Collected data:
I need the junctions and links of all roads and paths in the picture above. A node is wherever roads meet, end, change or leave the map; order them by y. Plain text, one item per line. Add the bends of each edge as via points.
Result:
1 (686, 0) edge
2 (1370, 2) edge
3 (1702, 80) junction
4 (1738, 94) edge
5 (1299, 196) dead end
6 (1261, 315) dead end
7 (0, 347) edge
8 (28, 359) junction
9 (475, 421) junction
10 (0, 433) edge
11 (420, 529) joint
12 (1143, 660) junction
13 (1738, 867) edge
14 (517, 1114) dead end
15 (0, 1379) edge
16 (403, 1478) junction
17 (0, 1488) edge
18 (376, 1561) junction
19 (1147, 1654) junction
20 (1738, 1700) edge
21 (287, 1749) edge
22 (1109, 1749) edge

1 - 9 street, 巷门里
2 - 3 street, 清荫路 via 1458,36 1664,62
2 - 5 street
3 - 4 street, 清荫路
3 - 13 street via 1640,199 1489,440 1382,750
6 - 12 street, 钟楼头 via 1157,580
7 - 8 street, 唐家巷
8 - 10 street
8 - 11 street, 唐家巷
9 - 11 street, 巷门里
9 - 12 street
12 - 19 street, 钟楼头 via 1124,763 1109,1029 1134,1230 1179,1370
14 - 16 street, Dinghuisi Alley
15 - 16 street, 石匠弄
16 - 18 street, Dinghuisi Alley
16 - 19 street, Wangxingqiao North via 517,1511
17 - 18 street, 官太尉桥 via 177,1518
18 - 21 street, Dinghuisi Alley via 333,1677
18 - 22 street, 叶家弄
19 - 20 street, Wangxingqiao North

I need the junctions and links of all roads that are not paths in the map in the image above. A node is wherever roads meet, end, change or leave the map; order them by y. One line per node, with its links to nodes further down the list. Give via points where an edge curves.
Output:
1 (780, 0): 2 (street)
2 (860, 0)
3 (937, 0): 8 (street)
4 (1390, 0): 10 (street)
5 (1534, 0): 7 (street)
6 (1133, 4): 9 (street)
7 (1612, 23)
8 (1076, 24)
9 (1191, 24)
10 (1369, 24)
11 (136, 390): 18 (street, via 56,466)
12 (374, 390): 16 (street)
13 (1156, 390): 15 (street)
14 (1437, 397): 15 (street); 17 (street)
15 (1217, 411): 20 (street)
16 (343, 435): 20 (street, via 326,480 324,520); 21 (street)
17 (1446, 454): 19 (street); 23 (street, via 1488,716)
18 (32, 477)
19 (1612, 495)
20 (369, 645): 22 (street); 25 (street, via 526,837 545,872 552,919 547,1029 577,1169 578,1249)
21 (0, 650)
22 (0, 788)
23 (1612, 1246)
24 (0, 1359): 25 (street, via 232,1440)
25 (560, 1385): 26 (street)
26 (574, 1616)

_Activity_.
Within the entries above, find the string "node" and return each line that holds it.

_Solved exercise_.
I need the junctions and links of all roads and paths in the picture above. A node is wherever roads meet, end, change or leave the map; order them by y. Plain text, one item per line. Add the bends of each edge as via points.
I need the junctions and links of all roads that are not paths in the map in the image above. A node is wherever roads meet, end, change or leave the map; order them by y. One line per node, with its links to nodes further down the list. Give via points where an edge curves.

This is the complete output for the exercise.